The opinion of the court was delivered by: Bua, District Judge.
Petitioner Jose Guillen is an inmate at the Stateville
Correctional Center in Joliet, Illinois. In a bench trial in
the Circuit Court of Cook County held in December, 1974, he
was convicted of one count of murder and two counts of
attempted murder. He was sentenced to serve concurrent terms
of 50 to 100 years for the murder and 10 to 30 years for each
count of attempted murder. His conviction was affirmed by the
Illinois Appellate Court in an unpublished order. People v.
Guillen, 43 Ill.App.3d 1073, 4 Ill.Dec. 956, 360 N.E.2d 1389
(1st Dist. 1976). His appeal from the denial of a
post-conviction hearing was also affirmed by the Illinois
Appellate Court in an unpublished order. People v. Guillen,
108 Ill. App.3d 1209, 68 Ill.Dec. 583, 446 N.E.2d 317 (1st Dist.
Before the court is respondents' motion to deny and dismiss
Guillen's petition for a writ of habeas corpus pursuant to
28 U.S.C. § 2254. For the reasons stated herein, respondent's
motion to deny and dismiss is hereby granted. The assertions of
the petitioner will be considered seriatim.
I. Guilt Beyond a Reasonable Doubt
Petitioner's first asserted ground for relief is that he was
not proven guilty beyond a reasonable doubt. In support of
this contention petitioner cites the trial testimony of six
witnesses, which, he claims, shows that the state did not
discharge its burden of proof.
Under § 2254, a state prisoner is entitled to a determination
whether the record evidence could support a finding of guilt
beyond a reasonable doubt, Moore v. Duckworth, 443 U.S. 713, 99
S.Ct. 3088, 61 L.Ed.2d 865 (1979). The standard is whether,
after viewing the evidence in the light most favorable to the
prosecution, any rational trier of fact could have found the
essential elements of the crime beyond a reasonable doubt.
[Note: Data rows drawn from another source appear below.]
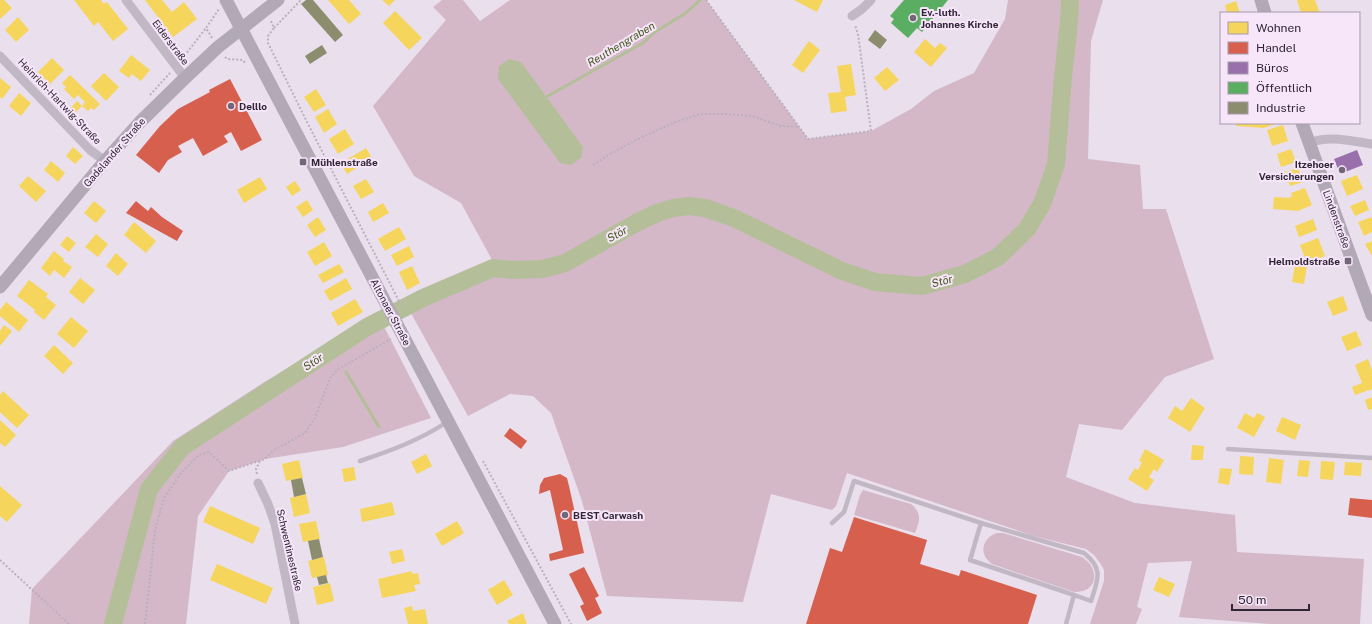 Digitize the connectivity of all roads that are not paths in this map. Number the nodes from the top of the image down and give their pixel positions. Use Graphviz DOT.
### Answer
graph roads {
  1 [pos="126,0"];
  2 [pos="226,0"];
  3 [pos="278,0"];
  4 [pos="871,0"];
  5 [pos="1261,0"];
  6 [pos="1265,12"];
  7 [pos="852,16"];
  8 [pos="241,29"];
  9 [pos="0,56"];
  10 [pos="184,78"];
  11 [pos="1302,124"];
  12 [pos="1309,143"];
  13 [pos="1372,144"];
  14 [pos="105,161"];
  15 [pos="0,287"];
  16 [pos="1372,315"];
  17 [pos="448,421"];
  18 [pos="1228,449"];
  19 [pos="1372,458"];
  20 [pos="360,461"];
  21 [pos="258,483"];
  22 [pos="832,523"];
  23 [pos="981,523"];
  24 [pos="1074,596"];
  25 [pos="295,624"];
  26 [pos="555,624"];
  27 [pos="1066,624"];
  1 -- 10 [label="street, Eiderstraße"];
  2 -- 8 [label="main road, Altonaer Straße"];
  3 -- 8 [label="main road"];
  4 -- 7 [label="street"];
  5 -- 6 [label="main road"];
  8 -- 10 [label="main road, Gadelander Straße"];
  8 -- 17 [label="main road, Altonaer Straße"];
  9 -- 14 [label="street, Heinrich-Hartwig-Straße"];
  10 -- 14 [label="main road, Gadelander Straße"];
  11 -- 12 [label="main road, Lindenstraße"];
  12 -- 13 [label="street"];
  12 -- 16 [label="main road, Lindenstraße"];
  14 -- 15 [label="main road, Gadelander Straße"];
  17 -- 20 [label="lane"];
  17 -- 26 [label="main road, Altonaer Straße"];
  18 -- 19 [label="lane"];
  21 -- 25 [label="street, Schwentinestraße"];
  22 -- 23 [label="lane"];
  23 -- 24 [label="lane"];
  23 -- 24 [label="lane"];
  24 -- 27 [label="lane"];
}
Jackson v. Virginia, 443 U.S. 307, 99 S.Ct. 2781, 61 L.Ed.2d
560 (1979). Findings of fact are entitled to a presumption of
correctness. Sumner v. Mata, 449 U.S. 539, 101 S.Ct. 764, 66
L.Ed.2d 722 (1981).
Under the facts of this case, it is clear that a rational
trier of fact could have found petitioner guilty beyond a
reasonable doubt. At trial, the testimony of two witnesses was
received who identified the petitioner as the one who shot at
the bartender, Julio Ortiz. There was also evidence which
indicated that the petitioner shot Officer Wasco. However,
direct evidence that the petitioner shot Officer Wasco was not
necessary, because under Illinois law, the petitioner could be
found accountable for the conduct of an accomplice under the
felony murder doctrine. Ill.Rev.Stat. 1971, ch. 38, par.
9-1(a)(3). Since there was testimony that indicated that the
petitioner was acting in concert with another shooter, there
was ample evidence that would make petitioner accountable for
the attempted murder of Officer Wasco. There is also
sufficient evidence from which the finder of fact could hold
petitioner accountable for the death of the second policeman,
Officer Strugala. The record reveals testimony which supports
the theory that petitioner set in motion a train of events
which led to the death of Officer Strugala. As the Illinois
Appellate Court noted, the fact that it may be impossible to
determine who shot Officer Strugala is immaterial as the
operation of the felony-murder statute imposes liability on
individuals who are in the act of committing a forcible felony
when the killing
occurs if such felonious acts lead to the death. Viewing the
evidence in the light most favorable to the prosecution, this
court cannot say that no rational trier of fact could have
found the essential elements of the crime beyond a reasonable
doubt. To the contrary, this court finds substantial evidence
upon which the trier of fact could have based his conclusions.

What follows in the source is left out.